Aflatoxin-Guanine DNA Adducts and Oxidatively Induced DNA Damage in Aflatoxin-Treated Mice in Vivo as Measured by Liquid Chromatography-Tandem Mass Spectrometry with Isotope Dilution

Dietary exposure to aflatoxin B ₁ (AFB ₁ ) is a significant contributor to the incidence of hepatocellular carcinomas globally. AFB ₁ exposure leads to the formation of AFB ₁ -N ⁷ -guanine (AFB ₁ -N ⁷ -Gua) and two diastereomers of the imidazole ring-opened 8,9-dihydro-8-(2,6-diamino-4-oxo-3,4-dihydropyrimid-5-yl-formamido)-9-hydroxyaflatoxin B ₁ (AFB ₁ -FapyGua) in DNA. These adducts lead to G → T transversion mutations with the ring-opened adduct being more mutagenic than the cationic species.

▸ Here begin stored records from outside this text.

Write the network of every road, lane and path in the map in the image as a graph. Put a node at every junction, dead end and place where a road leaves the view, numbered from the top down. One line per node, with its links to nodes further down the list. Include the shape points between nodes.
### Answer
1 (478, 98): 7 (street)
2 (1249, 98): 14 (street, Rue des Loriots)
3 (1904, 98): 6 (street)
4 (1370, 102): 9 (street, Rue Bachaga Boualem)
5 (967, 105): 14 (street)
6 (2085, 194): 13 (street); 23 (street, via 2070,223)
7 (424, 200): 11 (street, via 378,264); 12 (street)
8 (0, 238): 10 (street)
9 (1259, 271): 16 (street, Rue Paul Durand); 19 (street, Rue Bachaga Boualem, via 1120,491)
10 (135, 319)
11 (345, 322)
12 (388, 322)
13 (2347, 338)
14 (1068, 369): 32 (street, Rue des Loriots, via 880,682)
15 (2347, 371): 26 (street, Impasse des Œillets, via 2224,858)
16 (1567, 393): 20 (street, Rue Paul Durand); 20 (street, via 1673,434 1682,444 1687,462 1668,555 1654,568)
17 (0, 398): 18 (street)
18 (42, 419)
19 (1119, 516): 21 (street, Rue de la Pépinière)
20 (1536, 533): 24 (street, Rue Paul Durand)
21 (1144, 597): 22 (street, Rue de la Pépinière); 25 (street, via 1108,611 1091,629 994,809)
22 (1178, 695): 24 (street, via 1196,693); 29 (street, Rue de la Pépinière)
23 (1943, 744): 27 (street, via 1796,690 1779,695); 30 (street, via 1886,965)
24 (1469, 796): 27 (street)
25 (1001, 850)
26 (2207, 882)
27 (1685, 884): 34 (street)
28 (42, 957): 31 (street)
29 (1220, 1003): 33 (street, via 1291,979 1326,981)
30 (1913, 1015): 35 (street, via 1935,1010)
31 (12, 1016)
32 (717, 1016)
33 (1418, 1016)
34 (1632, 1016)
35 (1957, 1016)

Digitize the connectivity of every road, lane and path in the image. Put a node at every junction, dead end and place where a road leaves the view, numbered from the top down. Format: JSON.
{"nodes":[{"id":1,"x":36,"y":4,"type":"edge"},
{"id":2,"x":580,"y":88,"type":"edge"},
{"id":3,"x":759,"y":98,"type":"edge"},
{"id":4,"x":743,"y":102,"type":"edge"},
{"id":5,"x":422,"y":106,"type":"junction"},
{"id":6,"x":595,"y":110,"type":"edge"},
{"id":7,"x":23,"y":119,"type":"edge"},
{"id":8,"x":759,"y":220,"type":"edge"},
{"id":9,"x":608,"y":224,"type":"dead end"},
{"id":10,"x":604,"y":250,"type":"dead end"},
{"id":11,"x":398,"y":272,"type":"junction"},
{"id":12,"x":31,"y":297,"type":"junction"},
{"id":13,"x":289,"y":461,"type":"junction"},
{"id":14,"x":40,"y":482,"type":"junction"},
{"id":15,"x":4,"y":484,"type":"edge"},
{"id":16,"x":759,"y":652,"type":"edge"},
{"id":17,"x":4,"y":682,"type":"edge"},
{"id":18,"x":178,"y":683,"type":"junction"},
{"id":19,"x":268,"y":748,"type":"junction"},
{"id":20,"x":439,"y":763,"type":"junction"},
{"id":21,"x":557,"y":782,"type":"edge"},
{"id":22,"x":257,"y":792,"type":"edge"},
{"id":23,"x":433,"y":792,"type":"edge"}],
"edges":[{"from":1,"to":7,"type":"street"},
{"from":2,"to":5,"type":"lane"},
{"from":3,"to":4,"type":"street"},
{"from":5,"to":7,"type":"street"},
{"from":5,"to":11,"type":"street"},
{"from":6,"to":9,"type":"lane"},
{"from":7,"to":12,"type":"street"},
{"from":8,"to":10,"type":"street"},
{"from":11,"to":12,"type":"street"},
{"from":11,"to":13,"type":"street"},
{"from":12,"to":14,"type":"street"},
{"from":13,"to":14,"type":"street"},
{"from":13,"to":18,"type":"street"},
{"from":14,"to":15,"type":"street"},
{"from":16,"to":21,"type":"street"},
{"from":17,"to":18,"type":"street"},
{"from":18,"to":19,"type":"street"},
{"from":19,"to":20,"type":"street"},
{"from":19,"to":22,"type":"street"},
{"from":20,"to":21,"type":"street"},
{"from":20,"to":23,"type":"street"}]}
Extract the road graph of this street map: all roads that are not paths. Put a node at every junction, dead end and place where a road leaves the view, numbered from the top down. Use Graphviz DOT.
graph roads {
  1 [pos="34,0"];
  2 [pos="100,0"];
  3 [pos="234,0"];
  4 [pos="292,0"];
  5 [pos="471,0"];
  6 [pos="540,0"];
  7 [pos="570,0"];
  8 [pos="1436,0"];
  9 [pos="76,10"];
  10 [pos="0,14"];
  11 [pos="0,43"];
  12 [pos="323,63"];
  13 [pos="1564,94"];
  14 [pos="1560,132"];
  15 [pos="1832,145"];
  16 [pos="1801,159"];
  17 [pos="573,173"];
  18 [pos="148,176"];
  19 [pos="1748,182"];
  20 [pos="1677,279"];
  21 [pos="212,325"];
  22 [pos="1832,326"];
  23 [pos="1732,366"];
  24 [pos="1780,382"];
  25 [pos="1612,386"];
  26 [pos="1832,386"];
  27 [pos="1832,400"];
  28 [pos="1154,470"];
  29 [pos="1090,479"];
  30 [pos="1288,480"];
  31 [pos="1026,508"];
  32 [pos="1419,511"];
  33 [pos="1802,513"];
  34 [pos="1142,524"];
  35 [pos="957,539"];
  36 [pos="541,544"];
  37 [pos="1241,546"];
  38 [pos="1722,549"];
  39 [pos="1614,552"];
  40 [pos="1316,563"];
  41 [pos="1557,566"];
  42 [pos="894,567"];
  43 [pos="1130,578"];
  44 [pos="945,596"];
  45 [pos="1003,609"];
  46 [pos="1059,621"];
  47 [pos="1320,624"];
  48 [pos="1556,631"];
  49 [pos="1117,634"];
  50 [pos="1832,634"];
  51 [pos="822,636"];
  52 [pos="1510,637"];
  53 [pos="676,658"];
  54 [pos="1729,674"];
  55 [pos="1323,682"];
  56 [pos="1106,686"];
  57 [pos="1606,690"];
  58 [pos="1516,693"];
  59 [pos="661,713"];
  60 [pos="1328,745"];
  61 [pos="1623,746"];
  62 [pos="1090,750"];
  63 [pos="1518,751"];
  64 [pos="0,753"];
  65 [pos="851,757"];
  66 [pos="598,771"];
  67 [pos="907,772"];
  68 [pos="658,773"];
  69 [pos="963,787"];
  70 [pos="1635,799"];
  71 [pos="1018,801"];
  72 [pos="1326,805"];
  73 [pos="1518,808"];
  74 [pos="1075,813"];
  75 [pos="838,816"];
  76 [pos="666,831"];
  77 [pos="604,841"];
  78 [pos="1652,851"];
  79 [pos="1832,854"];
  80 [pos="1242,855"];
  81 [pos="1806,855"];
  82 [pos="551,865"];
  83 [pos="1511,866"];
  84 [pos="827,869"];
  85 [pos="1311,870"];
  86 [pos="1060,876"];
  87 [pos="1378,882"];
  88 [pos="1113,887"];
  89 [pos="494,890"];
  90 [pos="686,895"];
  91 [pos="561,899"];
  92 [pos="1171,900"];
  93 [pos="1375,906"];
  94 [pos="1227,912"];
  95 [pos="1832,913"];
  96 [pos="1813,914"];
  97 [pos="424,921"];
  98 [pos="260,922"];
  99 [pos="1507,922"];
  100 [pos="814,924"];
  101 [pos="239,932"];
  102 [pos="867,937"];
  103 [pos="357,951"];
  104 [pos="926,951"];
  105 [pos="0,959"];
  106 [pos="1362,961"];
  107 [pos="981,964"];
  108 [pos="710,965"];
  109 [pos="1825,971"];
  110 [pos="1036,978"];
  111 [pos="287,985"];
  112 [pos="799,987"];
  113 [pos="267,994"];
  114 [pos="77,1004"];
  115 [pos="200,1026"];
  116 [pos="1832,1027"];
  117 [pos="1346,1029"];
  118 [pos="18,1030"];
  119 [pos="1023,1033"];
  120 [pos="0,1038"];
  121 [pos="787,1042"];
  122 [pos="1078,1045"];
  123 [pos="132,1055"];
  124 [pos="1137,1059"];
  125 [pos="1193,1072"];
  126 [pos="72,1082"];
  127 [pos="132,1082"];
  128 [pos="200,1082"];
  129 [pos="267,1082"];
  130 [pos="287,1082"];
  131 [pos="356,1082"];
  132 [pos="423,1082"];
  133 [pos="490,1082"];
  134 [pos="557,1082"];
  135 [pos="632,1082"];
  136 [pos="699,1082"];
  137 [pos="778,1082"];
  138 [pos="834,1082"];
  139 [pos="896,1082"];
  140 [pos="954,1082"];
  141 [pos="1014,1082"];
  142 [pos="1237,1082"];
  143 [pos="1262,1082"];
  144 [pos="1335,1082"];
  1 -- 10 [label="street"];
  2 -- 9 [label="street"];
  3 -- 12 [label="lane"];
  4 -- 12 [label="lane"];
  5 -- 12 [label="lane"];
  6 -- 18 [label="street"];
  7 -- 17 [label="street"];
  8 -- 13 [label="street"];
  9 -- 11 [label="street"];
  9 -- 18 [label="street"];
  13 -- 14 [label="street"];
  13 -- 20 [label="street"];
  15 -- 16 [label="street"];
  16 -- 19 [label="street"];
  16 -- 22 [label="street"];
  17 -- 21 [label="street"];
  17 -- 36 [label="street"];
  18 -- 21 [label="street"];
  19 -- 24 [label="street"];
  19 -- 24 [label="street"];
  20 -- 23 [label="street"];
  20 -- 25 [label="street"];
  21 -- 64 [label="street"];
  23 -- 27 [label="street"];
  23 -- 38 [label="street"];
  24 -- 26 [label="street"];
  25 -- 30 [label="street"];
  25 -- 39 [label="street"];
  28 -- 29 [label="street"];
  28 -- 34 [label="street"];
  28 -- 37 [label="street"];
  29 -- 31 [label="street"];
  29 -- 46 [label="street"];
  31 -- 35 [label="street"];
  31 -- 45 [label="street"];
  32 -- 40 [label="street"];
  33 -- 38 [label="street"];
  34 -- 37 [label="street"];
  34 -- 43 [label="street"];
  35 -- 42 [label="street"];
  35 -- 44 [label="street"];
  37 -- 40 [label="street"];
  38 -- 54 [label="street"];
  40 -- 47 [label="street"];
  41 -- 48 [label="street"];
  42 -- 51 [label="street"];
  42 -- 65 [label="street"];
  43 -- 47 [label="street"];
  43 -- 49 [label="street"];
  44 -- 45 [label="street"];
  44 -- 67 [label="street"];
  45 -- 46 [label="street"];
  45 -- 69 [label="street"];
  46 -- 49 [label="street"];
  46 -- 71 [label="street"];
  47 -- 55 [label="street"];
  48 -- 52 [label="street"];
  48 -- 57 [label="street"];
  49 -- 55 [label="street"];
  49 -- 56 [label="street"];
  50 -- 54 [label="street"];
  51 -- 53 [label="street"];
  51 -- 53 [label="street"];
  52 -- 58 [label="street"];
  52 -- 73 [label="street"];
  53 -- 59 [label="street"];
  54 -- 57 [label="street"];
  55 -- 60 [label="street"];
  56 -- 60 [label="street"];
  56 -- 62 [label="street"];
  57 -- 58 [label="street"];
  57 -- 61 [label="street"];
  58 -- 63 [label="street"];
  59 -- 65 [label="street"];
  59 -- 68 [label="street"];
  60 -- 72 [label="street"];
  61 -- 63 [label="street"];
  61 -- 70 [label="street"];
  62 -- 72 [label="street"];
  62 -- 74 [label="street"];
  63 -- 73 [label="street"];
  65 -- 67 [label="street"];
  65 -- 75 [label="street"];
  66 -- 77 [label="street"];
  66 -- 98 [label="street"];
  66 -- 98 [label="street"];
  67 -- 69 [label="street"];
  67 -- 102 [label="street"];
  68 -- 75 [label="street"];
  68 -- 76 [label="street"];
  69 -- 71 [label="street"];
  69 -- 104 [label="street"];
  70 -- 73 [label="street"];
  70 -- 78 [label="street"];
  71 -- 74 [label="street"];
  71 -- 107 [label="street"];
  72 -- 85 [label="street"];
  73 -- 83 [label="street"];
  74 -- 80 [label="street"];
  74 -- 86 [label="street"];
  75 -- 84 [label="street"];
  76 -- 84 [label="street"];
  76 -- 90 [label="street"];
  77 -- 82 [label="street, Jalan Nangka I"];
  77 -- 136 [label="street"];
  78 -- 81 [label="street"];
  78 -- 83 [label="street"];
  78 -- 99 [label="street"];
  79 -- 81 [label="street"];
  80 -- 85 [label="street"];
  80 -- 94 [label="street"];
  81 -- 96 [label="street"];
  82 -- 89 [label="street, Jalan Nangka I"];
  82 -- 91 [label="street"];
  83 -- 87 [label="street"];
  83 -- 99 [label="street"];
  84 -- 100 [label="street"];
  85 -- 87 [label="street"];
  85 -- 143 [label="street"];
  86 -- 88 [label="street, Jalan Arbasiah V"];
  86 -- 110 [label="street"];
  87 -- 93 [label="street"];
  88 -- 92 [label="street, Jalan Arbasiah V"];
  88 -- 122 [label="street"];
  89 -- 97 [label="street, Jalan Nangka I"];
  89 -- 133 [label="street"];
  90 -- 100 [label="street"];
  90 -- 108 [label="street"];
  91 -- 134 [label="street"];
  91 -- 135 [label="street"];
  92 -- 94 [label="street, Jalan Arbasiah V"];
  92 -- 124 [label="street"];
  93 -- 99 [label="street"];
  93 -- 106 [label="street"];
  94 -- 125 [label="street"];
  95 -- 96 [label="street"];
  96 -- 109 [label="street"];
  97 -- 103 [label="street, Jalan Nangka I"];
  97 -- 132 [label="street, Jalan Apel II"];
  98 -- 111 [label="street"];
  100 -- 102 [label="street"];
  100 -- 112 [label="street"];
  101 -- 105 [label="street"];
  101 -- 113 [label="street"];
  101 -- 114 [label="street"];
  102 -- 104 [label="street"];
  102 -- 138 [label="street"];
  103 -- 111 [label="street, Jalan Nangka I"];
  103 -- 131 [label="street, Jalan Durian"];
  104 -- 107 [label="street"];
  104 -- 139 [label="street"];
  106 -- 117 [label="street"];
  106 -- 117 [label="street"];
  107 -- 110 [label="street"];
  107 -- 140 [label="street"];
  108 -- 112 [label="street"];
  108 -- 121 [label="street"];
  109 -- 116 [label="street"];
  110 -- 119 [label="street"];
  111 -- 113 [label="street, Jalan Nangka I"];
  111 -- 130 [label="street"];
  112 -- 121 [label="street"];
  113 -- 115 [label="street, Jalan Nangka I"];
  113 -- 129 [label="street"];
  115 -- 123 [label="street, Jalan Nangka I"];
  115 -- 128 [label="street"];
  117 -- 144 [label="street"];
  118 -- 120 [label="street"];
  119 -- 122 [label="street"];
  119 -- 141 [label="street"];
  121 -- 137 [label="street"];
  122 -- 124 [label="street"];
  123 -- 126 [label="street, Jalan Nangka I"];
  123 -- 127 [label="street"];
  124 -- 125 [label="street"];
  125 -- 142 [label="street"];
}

Accurate measurement of these three adducts as biomarkers in DNA and urine will help identify dietary exposure to AFB ₁ as a risk factor in the development of hepatocellular carcinoma worldwide. Herein, we report an improved methodology for the measurement of AFB ₁ -N ⁷ -Gua and the two diastereomers of AFB ₁ -FapyGua using liquid chromatography-tandem mass spectrometry with isotope dilution. We measured the levels of these compounds in liver DNA of six control mice and six AFB ₁ -treated mice. Levels varying from 1.5 to 45 lesions/10 ⁶ DNA bases in AFB ₁ -treated mice were detected depending on the compound and animal. No background levels of these adducts were detected in control mice. We also tested whether the AFB ₁ treatment caused oxidatively induced DNA base damage using gas chromatography-tandem mass spectrometry with isotope dilution. Although background levels of several pyrimidine- and purine-derived lesions were detected, no increases in these levels were found upon AFB ₁ treatment of mice. On the other hand, significantly increased levels of (5′R)- and (5′S)-8,5′-cyclo-2′-deoxyadenosines were observed in liver DNA of AFB ₁ -treated mice. The impact of this work is expected to achieve the accurate measurement of three AFB ₁ -DNA adducts and oxidatively induced DNA lesions as biomarkers of AFB ₁ exposure as germane to investigations designed for the prevention of aflatoxin-related hepatocellular carcinomas and for determining the effects of genetic deficiencies in human populations.